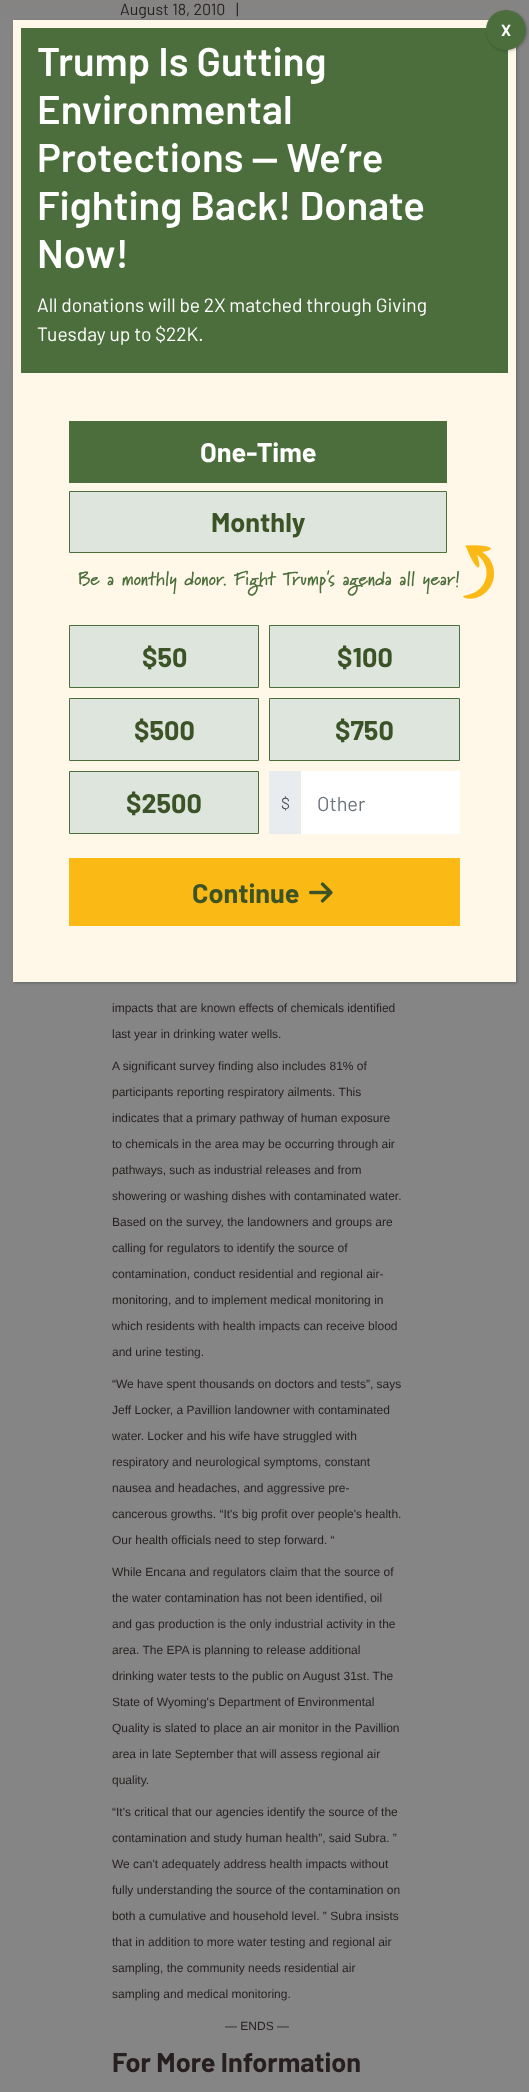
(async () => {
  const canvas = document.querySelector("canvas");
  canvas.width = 529;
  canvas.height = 2092;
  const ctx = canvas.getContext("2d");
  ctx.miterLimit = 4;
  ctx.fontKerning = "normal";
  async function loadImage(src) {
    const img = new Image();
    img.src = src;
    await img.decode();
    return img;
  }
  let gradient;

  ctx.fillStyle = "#858585";
  ctx.fillRect(0, 0, 529, 2092);
  gradient = ctx.createLinearGradient(257, -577, 257, 135);
  gradient.addColorStop(0.16, "#858179");
  gradient.addColorStop(1, "#858585");
  ctx.fillStyle = gradient;
  ctx.fillRect(0, 0, 514, 10);
  ctx.fillStyle = "rgba(2, 2, 2, 0.23)";
  ctx.filter = "blur(1.5px)";
  ctx.beginPath();
  ctx.rect(14, 21, 503, 962);
  ctx.fill();
  ctx.filter = "none";
  ctx.fillStyle = "#fff8e8";
  ctx.fillRect(13, 20, 503, 962);
  ctx.fillStyle = "#4b6e3c";
  ctx.fillRect(21, 28, 487, 345);
  ctx.fillStyle = "rgba(2, 2, 2, 0.23)";
  ctx.filter = "blur(1.5px)";
  ctx.beginPath();
  ctx.roundRect(487, 11, 40, 40, 20);
  ctx.fill();
  ctx.filter = "none";
  ctx.fillStyle = "#4b6e3c";
  ctx.beginPath();
  ctx.arc(506, 30, 20, 0, Math.PI * 2);
  ctx.fill();
  ctx.fillRect(69, 421, 378, 62);
  ctx.fillStyle = "#dde5dd";
  ctx.beginPath();
  ctx.rect(69.5, 491.5, 377, 61);
  ctx.fill();
  ctx.strokeStyle = "#4b6e3c";
  ctx.stroke();
  ctx.drawImage(await loadImage("img/1.png"), 463, 545, 31, 54);
  ctx.beginPath();
  ctx.rect(69.5, 625.5, 189, 62);
  ctx.fill();
  ctx.stroke();
  ctx.beginPath();
  ctx.rect(269.5, 625.5, 190, 62);
  ctx.fill();
  ctx.stroke();
  ctx.beginPath();
  ctx.rect(69.5, 698.5, 189, 62);
  ctx.fill();
  ctx.stroke();
  ctx.beginPath();
  ctx.rect(269.5, 698.5, 190, 62);
  ctx.fill();
  ctx.stroke();
  ctx.beginPath();
  ctx.rect(69.5, 771.5, 189, 62);
  ctx.fill();
  ctx.stroke();
  for (const [x, y, w, h, color] of [
    [269, 771, 32, 63, "#e9ecef"],
    [301, 771, 159, 63, "#ffffff"],
    [69, 858, 391, 68, "#fbb915"],
  ]) {
    ctx.fillStyle = color;
    ctx.fillRect(x, y, w, h);
  }
  ctx.drawImage(await loadImage("img/2.png"), 309, 882, 24, 21);
  ctx.font = "16px Barlow";
  ctx.fillStyle = "#271f1f";
  ctx.fillText("August 18, 2010", 120, 15);
  ctx.fillText("|", 236, 15);
  ctx.font = "12px Liberation Sans";
  for (const [text, x, y] of [
    ["impacts that are known effects of chemicals identified", 112, 1012],
    ["last year in drinking water wells.", 112, 1038],
    ["A significant survey finding also includes 81% of", 112, 1070],
    ["participants reporting respiratory ailments. This", 112, 1096],
    ["indicates that a primary pathway of human exposure", 112, 1122],
    ["to chemicals in the area may be occurring through air", 112, 1148],
    ["pathways, such as industrial releases and from", 112, 1174],
    ["showering or washing dishes with contaminated water.", 112, 1200],
    ["Based on the survey, the landowners and groups are", 112, 1226],
    ["calling for regulators to identify the source of", 112, 1252],
    ["contamination, conduct residential and regional air-", 112, 1278],
    ["monitoring, and to implement medical monitoring in", 112, 1304],
    ["which residents with health impacts can receive blood", 112, 1330],
    ["and urine testing.", 112, 1356],
    ["“We have spent thousands on doctors and tests”, says", 112, 1388],
    ["Jeff Locker, a Pavillion landowner with contaminated", 112, 1414],
    ["water. Locker and his wife have struggled with", 112, 1440],
    ["respiratory and neurological symptoms, constant", 112, 1466],
    ["nausea and headaches, and aggressive pre-", 112, 1492],
    ["cancerous growths. “It's big profit over people's health.", 112, 1518],
    ["Our health officials need to step forward. “", 112, 1544],
    ["While Encana and regulators claim that the source of", 112, 1576],
    ["the water contamination has not been identified, oil", 112, 1602],
    ["and gas production is the only industrial activity in the", 112, 1628],
    ["area. The EPA is planning to release additional", 112, 1654],
    ["drinking water tests to the public on August 31st. The", 112, 1680],
    ["State of Wyoming's Department of Environmental", 112, 1706],
    ["Quality is slated to place an air monitor in the Pavillion", 112, 1732],
    ["area in late September that will assess regional air", 112, 1758],
    ["quality.", 112, 1784],
    ["“It's critical that our agencies identify the source of the", 112, 1816],
    ["contamination and study human health”, said Subra. ”", 112, 1842],
    ["We can't adequately address health impacts without", 112, 1868],
    ["fully understanding the source of the contamination on", 112, 1894],
    ["both a cumulative and household level. ” Subra insists", 112, 1920],
    ["that in addition to more water testing and regional air", 112, 1946],
    ["sampling, the community needs residential air", 112, 1972],
    ["sampling and medical monitoring.", 112, 1998],
    ["— ENDS —", 225, 2030],
  ]) {
    ctx.fillText(text, x, y);
  }
  ctx.font = "bold 27px Barlow";
  ctx.fillText("For More Information", 112, 2072);
  ctx.font = "bold 16px Barlow";
  ctx.fillStyle = "#ffffff";
  ctx.fillText("X", 501, 36);
  ctx.font = "600 40px Barlow";
  for (const [text, x, y] of [
    ["Trump Is Gutting", 37, 76],
    ["Environmental", 37, 124],
    ["Protections — We’re", 37, 172],
    ["Fighting Back! Donate", 37, 220],
    ["Now!", 37, 268],
  ]) {
    ctx.fillText(text, x, y);
  }
  ctx.font = "19.2px Barlow";
  ctx.fillText("All donations will be 2X matched through Giving", 37, 312);
  ctx.fillText("Tuesday up to $22K.", 37, 341);
  ctx.font = "bold 27px Barlow";
  ctx.fillText("One-Time", 200, 462);
  ctx.fillStyle = "#3b5326";
  ctx.fillText("Monthly", 211, 532);
  ctx.font = "bold 19.2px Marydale";
  ctx.fillStyle = "#4b6e3c";
  ctx.fillText("Be a monthly donor. Fight Trump's agenda all year!", 78, 585);
  ctx.font = "bold 27px Barlow";
  ctx.fillStyle = "#3b5326";
  for (const [text, x, y] of [
    ["$50", 142, 667],
    ["$100", 337, 667],
    ["$500", 134, 740],
    ["$750", 335, 740],
    ["$2500", 126, 813],
  ]) {
    ctx.fillText(text, x, y);
  }
  ctx.font = "16px Barlow";
  ctx.fillStyle = "#495057";
  ctx.fillText("$", 281, 809);
  ctx.font = "20px Barlow";
  ctx.fillStyle = "#6c757d";
  ctx.fillText("Other", 317, 811);
  ctx.font = "bold 27px Barlow";
  ctx.fillStyle = "#3b5326";
  ctx.fillText("Continue", 192, 903);
})();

▶ Task objective
Of all the entries above, repeat only the lines from the line that has "is slated to" to the line that has "critical that our", both lines included, exactly.

▶ Response area
    ["Quality is slated to place an air monitor in the Pavillion", 112, 1732],
    ["area in late September that will assess regional air", 112, 1758],
    ["quality.", 112, 1784],
    ["“It's critical that our agencies identify the source of the", 112, 1816],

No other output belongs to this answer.